La folla degli invitati è composta dai più celebri e danarosi esponenti della comunità italiana londinese e molti tra loro si sono soffermati di fronte alla laida e terrificante istallazione di un suicidio che troneggia nella prima sala. L’opera, a grandezza naturale, è situata al centro della sala più ampia della Browns Arbiter Gallery. La galleria, specializzata in arte moderna, è nota per ospitare spesso opere degli Young British Artists, un gruppo di “visual artists” britannici usciti dall’Università di Goldsmiths a Londra alla fine degli anni Ottanta e divenuti famosi per le loro opere trasgressive, dissacranti, violente ed estremamente realistiche, realizzate con carcasse di animali, manichini di cera, escrementi e fluidi biologici. Opere che parlano solo di morte, mutilazioni, malattie, malformazioni e spaventosa sofferenza. Stavolta l’orrida istallazione mostra un corpo con la testa piegata di lato, infilata in una corda stretta intorno al collo, con gli occhi sbarrati e iniettati di sangue e la bocca contorta in una smorfia di indicibile sofferenza. Il resto del corpo è immobile, appeso a una putrella di ferro grazie a una cima da scotta da barche a vela, con le braccia distese lungo i fianchi e i piedi infilati in eleganti scarpe firmate che pendono a circa un metro e sessanta centimetri da terra dove si allarga una pozzetta di sostanze giallastre.
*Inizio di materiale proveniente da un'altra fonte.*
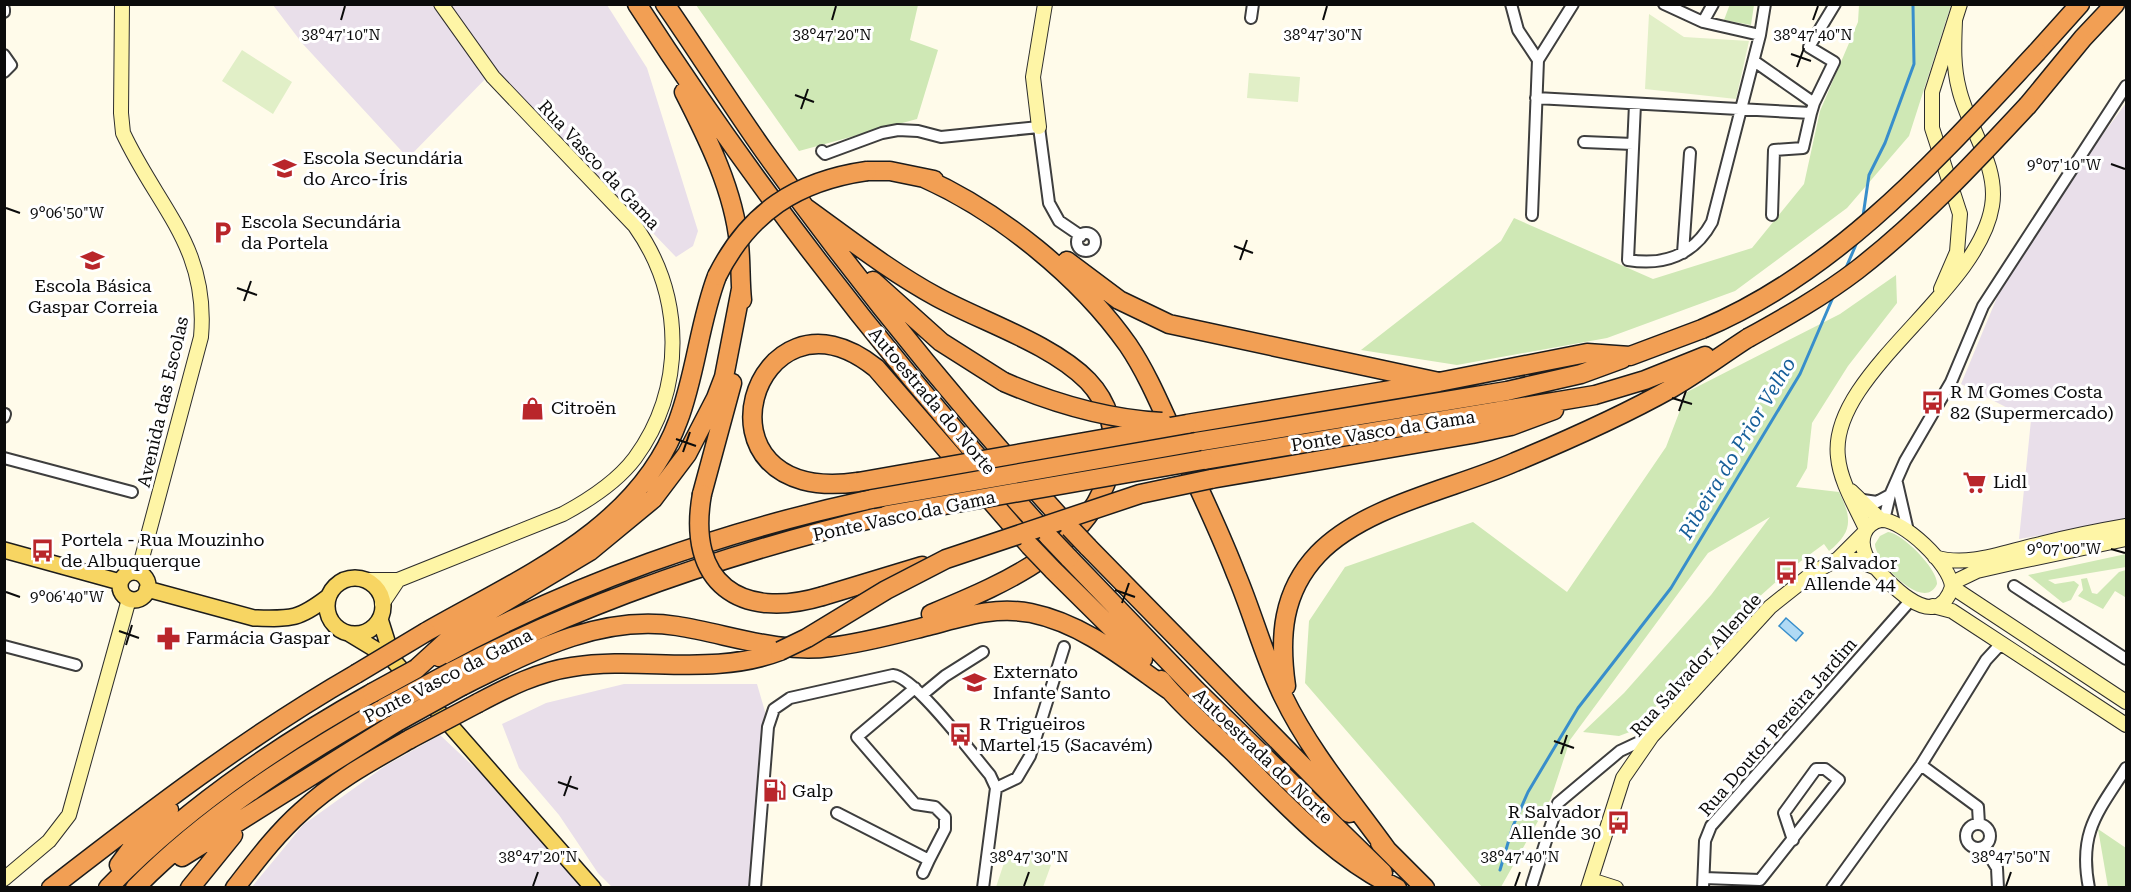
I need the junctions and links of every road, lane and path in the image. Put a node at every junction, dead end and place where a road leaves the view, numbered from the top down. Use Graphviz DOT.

Vicino, appoggiato al pavimento, un espositore di plastica trasparente con inserito un biglietto: “EFFETTO BREXIT. SUICIDIO DI UN BROKER”. Poco lontano però, nell’angolo dell’altra sala, l’angosciante grido di dolore di una donna fa scoprire il corpo di un uomo – con la gola squarciata da una ferita e gli abiti macchiati di sangue – che giace immobile circondato da un folto gruppo di curiosi, e che, invece di far parte delle opere d’arte, è il cadavere di uno degli invitati. E che invitato, perché il morto è proprio Achille de Vitis, finanziatore dell’esposizione e la donna che ha gridato disperatamente per poi accasciarsi svenuta nella braccia dei presenti, è la moglie. Un attimo e il panico dilaga. L’elegantissima folla di ospiti si trasforma in un’unica orda impazzita che si batte con le unghie e con i denti, rompe bottiglie e bicchieri, si ferisce, fa scorrere il sangue e che, per fuggire, è disposta a tutto.
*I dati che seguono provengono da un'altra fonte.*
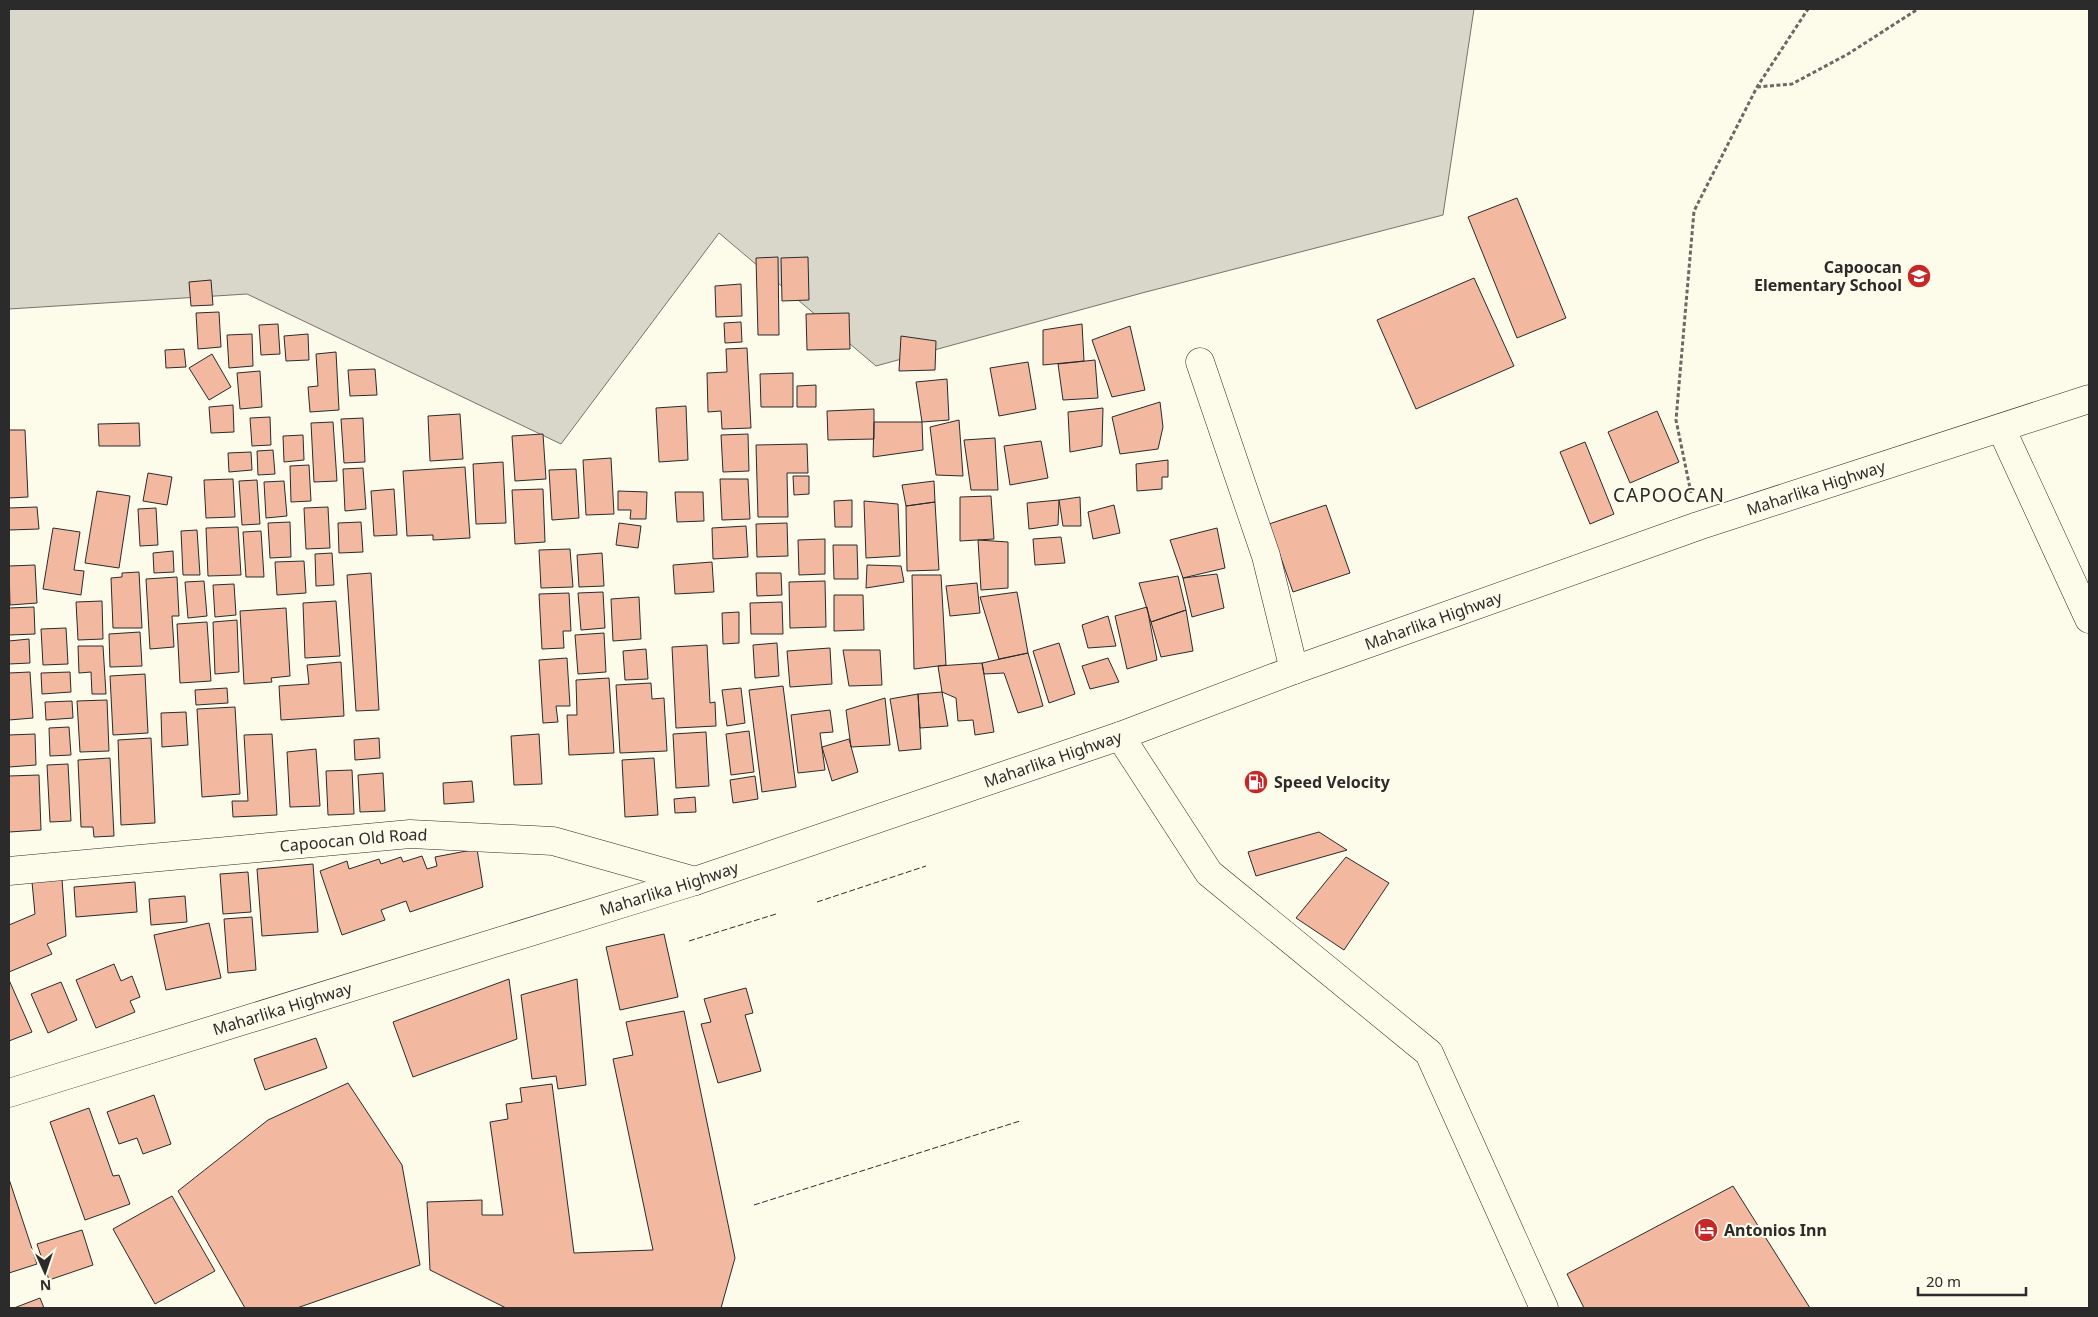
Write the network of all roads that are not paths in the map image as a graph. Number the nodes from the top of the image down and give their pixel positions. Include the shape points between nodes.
1 (1200, 362) dead end
2 (2089, 399) edge
3 (2001, 428) junction
4 (2089, 619) edge
5 (1294, 670) junction
6 (1120, 736) junction
7 (9, 871) edge
8 (695, 881) junction
9 (9, 1093) edge
10 (1544, 1308) edge

1 - 5 main road via 1266,556
2 - 3 main road, Maharlika Highway
3 - 4 main road
3 - 5 main road, Maharlika Highway via 1698,526
5 - 6 main road, Maharlika Highway
6 - 8 main road, Maharlika Highway
6 - 10 main road via 1209,874 1429,1053
7 - 8 main road, Capoocan Old Road via 410,834 553,841
8 - 9 main road, Maharlika Highway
L’indagine sull’omicidio, assolutamente blindata e che viene affidata al rude detective, chief superior intendent di Scotland Yard, James Riddle, nordico, biondo e massiccio e alla sua bella vice ispettrice e assistente Amanda Jefferson, di origini giamaicane, si prospetta subito molto complicata. Intanto tutte le registrazioni delle telecamere di sorveglianza sono scomparse, quindi bisogna giocare una partita al buio e, visto che Achille de Vitis era uno dei più facoltosi e stimati imprenditori italiani a Londra, buona parte delle persone presenti alla serata, non tutte specchiate ma molto legate a importanti politici britannici, preferirebbero restarne fuori e fanno muro negando preziose informazioni. Il povero Riddle comincia a ricevere una serie di raccomandazioni da ogni dove, in primis il suo capo diretto. In parallelo, nel quartiere periferico e multietnico di Brixton, una bambina è scomparsa. E questa bambina è la figlia maggiore di uno dei sanguinari capoclan della zona, in carcere per spaccio droga. La cosa rischia di far esplodere una nuova guerra tra gang. Ma forse un giovane fotoamatore italiano ha visto e ripreso qualcosa…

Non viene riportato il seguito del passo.